A próxima frente envolve a inteligência policial, que irá obter informações a respeito dos narcotraficantes e suas posições hierárquicas dentro da ADS, subsidiando o contingente operacional com percepções e conhecimento a respeito da capacidade logística dos criminosos, bem como os impactos das operações realizadas, relatando o enfraquecimento ou fortalecimento do grupo criminoso, promovendo o mapeamento das convergências criminais e das redes de ilícitos e lícitos, desde o estabelecimento comercial que comercializa alimentos para os narcotraficantes (por exemplo) até os grupos de investidores que possam agir na execução de obras na construção civil, ações sociais e entretenimento. Neste momento, aqui cabe destacar os grupos que atuam no campo cultural, que deve ser mapeado com ênfase no comportamento dos moradores das ADS. Todos esses fatores devem ser levados em conta no plano estratégico, quando favorecem o ganho territorial e a “legitimidade” (que busca ser angariada) do narcotráfico.

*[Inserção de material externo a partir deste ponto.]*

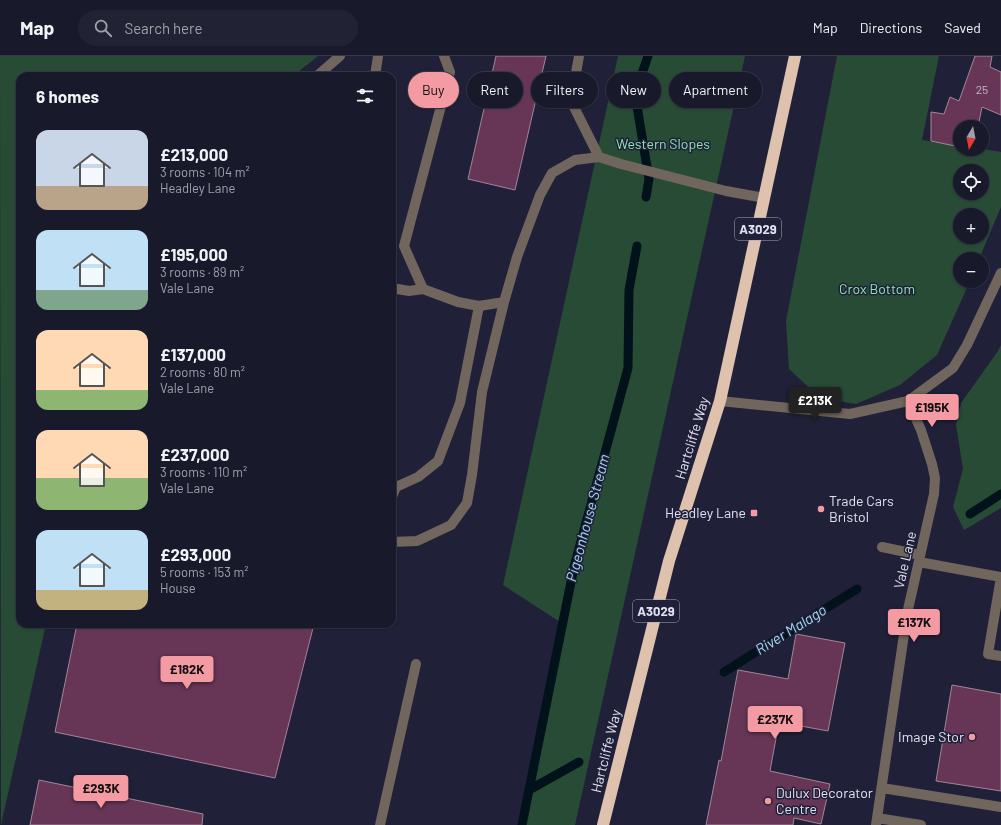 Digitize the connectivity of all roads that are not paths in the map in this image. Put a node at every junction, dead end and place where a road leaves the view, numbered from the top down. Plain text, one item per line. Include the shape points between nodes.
1 (340, 56) edge
2 (378, 56) edge
3 (444, 56) edge
4 (579, 56) edge
5 (795, 56) edge
6 (322, 72) edge
7 (376, 72) edge
8 (599, 157) junction
9 (765, 198) junction
10 (1001, 273) edge
11 (423, 288) junction
12 (396, 289) edge
13 (504, 302) junction
14 (479, 306) junction
15 (720, 401) junction
16 (908, 401) junction
17 (396, 487) edge
18 (396, 542) edge
19 (882, 547) dead end
20 (920, 558) junction
21 (1001, 656) edge
22 (416, 664) dead end
23 (882, 788) junction
24 (1001, 807) edge
25 (877, 822) edge
26 (380, 825) edge
27 (603, 825) edge
28 (921, 825) edge

1 - 6 street
2 - 7 street
3 - 11 street via 450,72 404,246
4 - 8 street via 571,101
5 - 9 highway, Hartcliffe Way / A3029
8 - 9 street via 726,191
8 - 13 street via 575,160 552,173 540,195 517,257
9 - 15 highway, Hartcliffe Way / A3029
10 - 16 street via 968,345 952,368
11 - 12 street via 409,291
11 - 14 street via 458,302
13 - 14 street
13 - 18 street via 482,392 466,503 451,524 417,541
14 - 17 street via 460,403 438,461 418,477
15 - 16 street via 850,414
15 - 27 highway, Hartcliffe Way / A3029 via 669,561
16 - 20 street, Vale Lane via 921,430 935,478
19 - 20 street
20 - 21 street via 1001,576 988,654
20 - 23 street, Vale Lane via 907,614
22 - 26 street
23 - 24 street
23 - 25 street, Vale Lane
25 - 28 street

A última frente é a da arena informacional.
Agentes de segurança deverão “mapear” reportagens, bem como ações do contingente operacional para que, quando da atuação de ONGs ou de corporação midiática que acabe por divulgar alguma reportagem que tenha claros indícios de desinformação, possam disponibilizar o máximo de dados reais dos narcotraficantes e suas ações, com a finalidade de combater a desinformação gerada (com as consequentes e desejadas, pelos narcotraficantes, ações de desgaste, em todas as esferas, para o contingente policial empregado, bem como, de forma mais ampla, à instituição como um todo).

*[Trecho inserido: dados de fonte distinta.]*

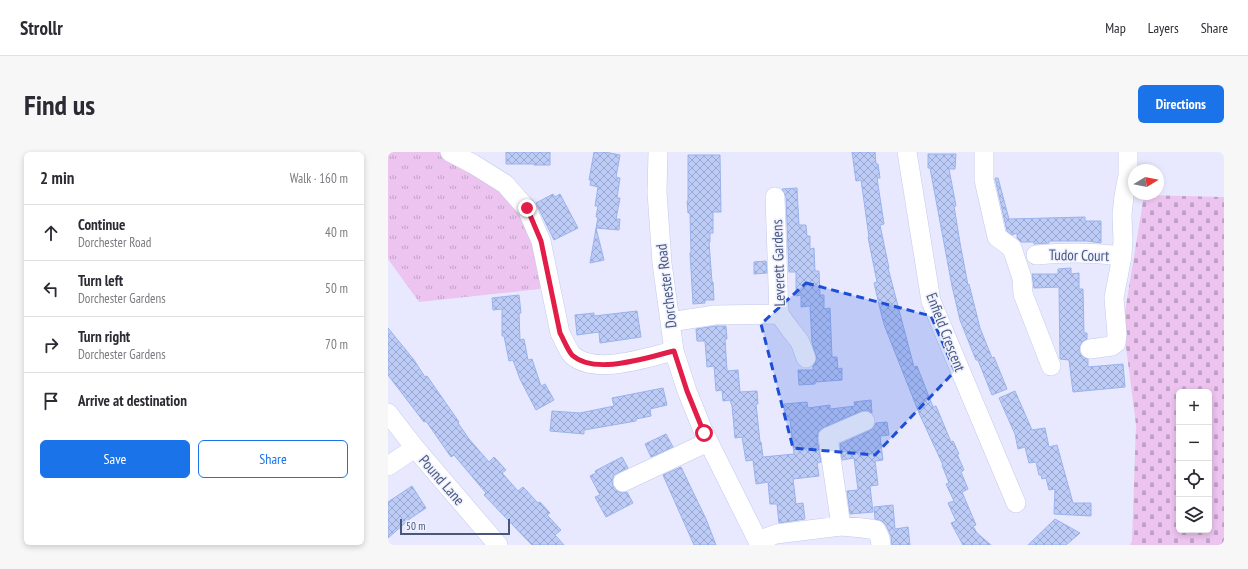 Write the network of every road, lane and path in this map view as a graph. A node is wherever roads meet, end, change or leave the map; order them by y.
1 (450, 152) edge
2 (658, 152) edge
3 (907, 152) edge
4 (984, 152) edge
5 (1128, 152) edge
6 (775, 197) dead end
7 (1036, 255) dead end
8 (1122, 256) junction
9 (779, 314) junction
10 (670, 322) junction
11 (1090, 349) dead end
12 (674, 351) junction
13 (806, 358) dead end
14 (1051, 366) dead end
15 (388, 413) edge
16 (865, 421) dead end
17 (708, 442) junction
18 (415, 448) junction
19 (388, 466) edge
20 (623, 482) dead end
21 (1016, 503) dead end
22 (841, 526) junction
23 (759, 543) edge
24 (498, 545) edge
25 (881, 545) edge

1 - 12 street
2 - 10 street, Dorchester Road
3 - 21 street, Enfield Crescent
4 - 14 street
5 - 8 street, Tudor Court
6 - 9 street, Leverett Gardens
7 - 8 street, Tudor Court
8 - 11 street, Tudor Court
9 - 10 street, Leverett Gardens
9 - 13 street
10 - 12 street, Dorchester Road
12 - 17 street, Dorchester Road
15 - 18 street, Pound Lane
16 - 22 street
17 - 20 street
17 - 23 street, Dorchester Road
18 - 19 street
18 - 24 street, Pound Lane
22 - 23 street
22 - 25 street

As frentes citadas possuem como finalidade subsidiar o planejamento estratégico na área que possui ADS, gerando bancos de dados para que as ações contra as ORCRIM não se percam no tempo e tenham continuidade de forma técnica, eficaz e legal.
*Andre Santarelli de Paula é oficial da Policia Militar do Estado de São Paulo. Comandante da 1ª Companhia do 16º BPM/M, subunidade com a competência do policiamento ostensivo e manutenção da ordem pública na região da Vila Andrade, com especial destaque à Comunidade de Paraisópolis. Bacharel em Ciências Policiais de Segurança Pública pela Academia de Polícia Militar do Barro Branco e, também, bacharel em Ciência Política pela Universidade Anhanguera. Pós-graduado em Atividade Policial e Direito Operacional pela Faculdade Rogério Grecco. Pós-graduado em Balística Forense pela Universidade Verbo Jurídico.